Convert Unicode from JSON string with PHP

Question

I've been reading up on a few solutions but have not managed to get anything to work as yet.

I have a JSON string that I read in from an API call and it contains Unicode characters - \u00c2\u00a3 for example is the £ symbol.

I'd like to use PHP to convert these into either £ or £.

I'm looking into the problem and found the following code (using my pound symbol to test) but it didn't seem to work:

$title = preg_replace("/\\\\u([a-f0-9]{4})/e", "iconv('UCS-4LE','UTF-8',pack('V', hexdec('U$1')))", '\u00c2\u00a3');

The output is Â£.

Am I correct in thinking that this is UTF-16 encoded? How would I convert these to output as HTML?

UPDATE

It seems that the JSON string from the API has 2 or 3 unescaped Unicode strings, e.g.:

That\u00e2\u0080\u0099s (right single quotation)
\u00c2\u00a (pound symbol)

It sounds like the encoding is broken at the other end of the API. Â£ is what you typically get if you take UTF-8 encoded data and read it as ISO-8859-1. I guess that is happening somewhere in the API provider's system before the resulting string is then JSON encoded. A bit of a mess, really. The first port of call should be to notify the API provider and ask them to fix it. — SDC
– SDC, Commented Jan 25, 2013 at 17:29
Thanks SDC. I dropped them an email to say just that. Hopefully it will be updated soon, but perhaps that is wishful thinking! — Alexander Holsgrove
– Alexander Holsgrove, Commented Jan 25, 2013 at 22:45

SirDarius · Accepted Answer · 2013-01-28 13:44:07Z

11

It is not UTF-16 encoding. It rather seems like bogus encoding, because the \uXXXX encoding is independant of whatever UTF or UCS encodings for Unicode. \u00c2\u00a3 really maps to the Â£ string.

What you should have is \u00a3 which is the unicode code point for £.

{0xC2, 0xA3} is the UTF-8 encoded 2-byte character for this code point.

If, as I think, the software that encoded the original UTF-8 string to JSON was oblivious to the fact it was UTF-8 and blindly encoded each byte to an escaped unicode code point, then you need to convert each pair of unicode code points to an UTF-8 encoded character, and then decode it to the native PHP encoding to make it printable.

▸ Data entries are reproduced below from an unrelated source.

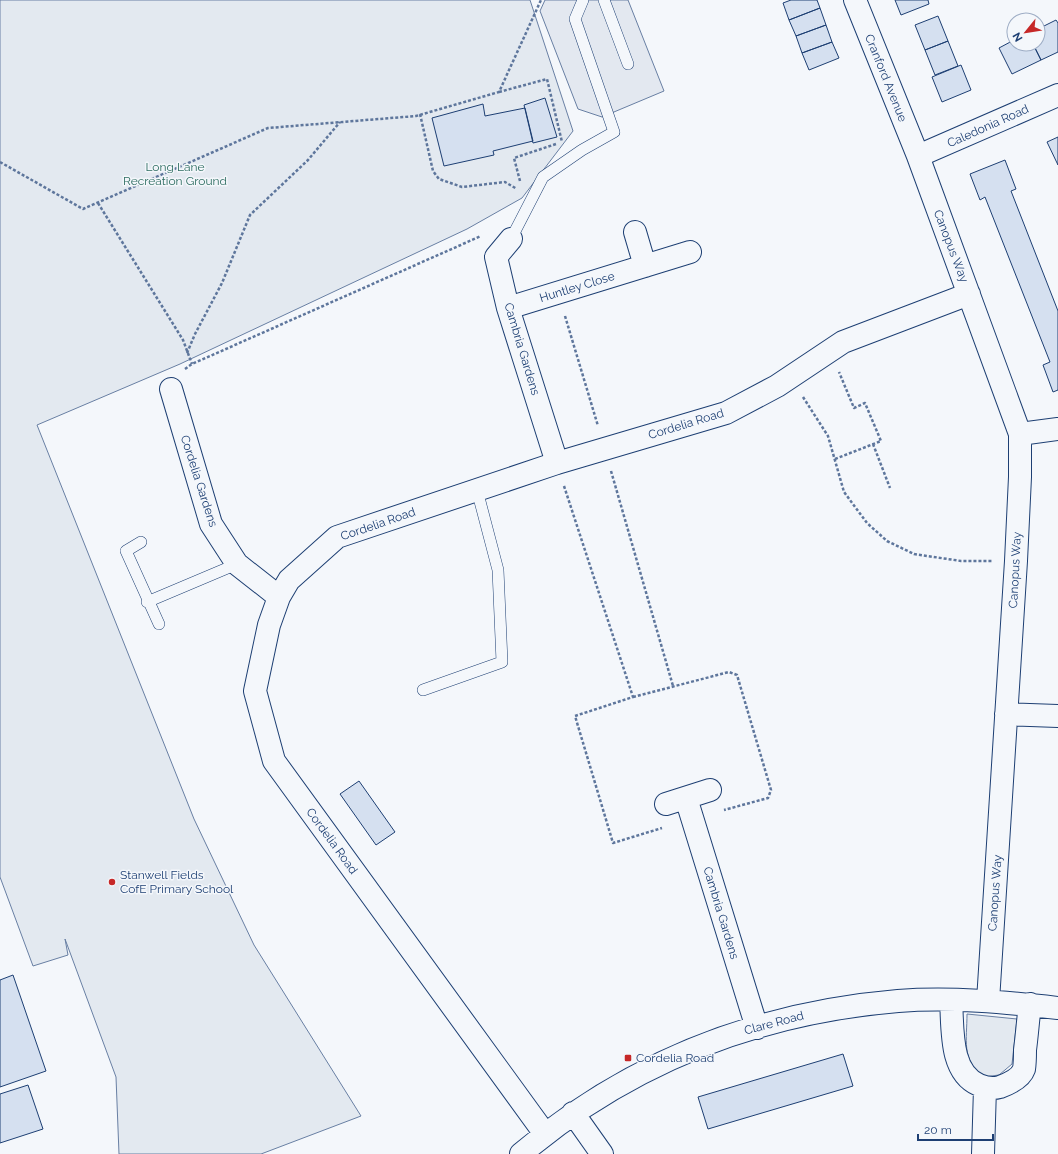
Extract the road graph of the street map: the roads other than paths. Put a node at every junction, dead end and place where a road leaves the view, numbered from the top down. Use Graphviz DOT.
graph roads {
  1 [pos="583,0"];
  2 [pos="604,0"];
  3 [pos="855,0"];
  4 [pos="628,64"];
  5 [pos="1058,95"];
  6 [pos="918,156"];
  7 [pos="635,232"];
  8 [pos="511,239"];
  9 [pos="690,252"];
  10 [pos="645,266"];
  11 [pos="970,294"];
  12 [pos="508,308"];
  13 [pos="171,389"];
  14 [pos="1058,429"];
  15 [pos="1020,434"];
  16 [pos="557,463"];
  17 [pos="477,490"];
  18 [pos="141,542"];
  19 [pos="237,564"];
  20 [pos="279,597"];
  21 [pos="147,602"];
  22 [pos="159,624"];
  23 [pos="423,690"];
  24 [pos="1006,714"];
  25 [pos="1058,716"];
  26 [pos="710,790"];
  27 [pos="951,1000"];
  28 [pos="988,1001"];
  29 [pos="1030,1004"];
  30 [pos="1058,1008"];
  31 [pos="756,1028"];
  32 [pos="985,1088"];
  33 [pos="573,1113"];
  34 [pos="545,1134"];
  35 [pos="521,1154"];
  36 [pos="602,1154"];
  37 [pos="983,1154"];
  1 -- 8 [label="lane"];
  2 -- 4 [label="lane"];
  3 -- 6 [label="street, Cranford Avenue"];
  5 -- 6 [label="street, Caledonia Road"];
  6 -- 11 [label="street, Canopus Way"];
  7 -- 10 [label="street"];
  8 -- 12 [label="street, Cambria Gardens"];
  9 -- 10 [label="street, Huntley Close"];
  10 -- 12 [label="street, Huntley Close"];
  11 -- 15 [label="street, Canopus Way"];
  11 -- 16 [label="street, Cordelia Road"];
  12 -- 16 [label="street, Cambria Gardens"];
  13 -- 19 [label="street, Cordelia Gardens"];
  14 -- 15 [label="street"];
  15 -- 24 [label="street, Canopus Way"];
  16 -- 17 [label="street, Cordelia Road"];
  17 -- 20 [label="street, Cordelia Road"];
  17 -- 23 [label="lane"];
  18 -- 21 [label="lane"];
  19 -- 20 [label="street, Cordelia Gardens"];
  19 -- 21 [label="lane"];
  20 -- 34 [label="street, Cordelia Road"];
  21 -- 22 [label="lane"];
  24 -- 25 [label="street"];
  24 -- 28 [label="street, Canopus Way"];
  26 -- 31 [label="street, Cambria Gardens"];
  27 -- 28 [label="street, Clare Road"];
  27 -- 31 [label="street, Clare Road"];
  27 -- 32 [label="street"];
  28 -- 29 [label="street, Clare Road"];
  29 -- 30 [label="street, Clare Road"];
  29 -- 32 [label="street"];
  31 -- 33 [label="street, Clare Road"];
  32 -- 37 [label="street"];
  33 -- 34 [label="street, Clare Road"];
  33 -- 36 [label="street"];
  34 -- 35 [label="street, Clare Road"];
}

function fixBadUnicode($str) {
    return utf8_decode(preg_replace("/\\\\u00([0-9a-f]{2})\\\\u00([0-9a-f]{2})/e", 'chr(hexdec("$1")).chr(hexdec("$2"))', $str));
}

Example here: http://phpfiddle.org/main/code/6sq-rkn

Edit:

If you want to fix the string in order to obtain a valid JSON string, you need to use the following function:

function fixBadUnicodeForJson($str) {
    $str = preg_replace("/\\\\u00([0-9a-f]{2})\\\\u00([0-9a-f]{2})\\\\u00([0-9a-f]{2})\\\\u00([0-9a-f]{2})/e", 'chr(hexdec("$1")).chr(hexdec("$2")).chr(hexdec("$3")).chr(hexdec("$4"))', $str);
    $str = preg_replace("/\\\\u00([0-9a-f]{2})\\\\u00([0-9a-f]{2})\\\\u00([0-9a-f]{2})/e", 'chr(hexdec("$1")).chr(hexdec("$2")).chr(hexdec("$3"))', $str);
    $str = preg_replace("/\\\\u00([0-9a-f]{2})\\\\u00([0-9a-f]{2})/e", 'chr(hexdec("$1")).chr(hexdec("$2"))', $str);
    $str = preg_replace("/\\\\u00([0-9a-f]{2})/e", 'chr(hexdec("$1"))', $str);
    return $str;
}

Edit 2: fixed the previous function to transform any wrongly unicode escaped utf-8 byte sequence into the equivalent utf-8 character.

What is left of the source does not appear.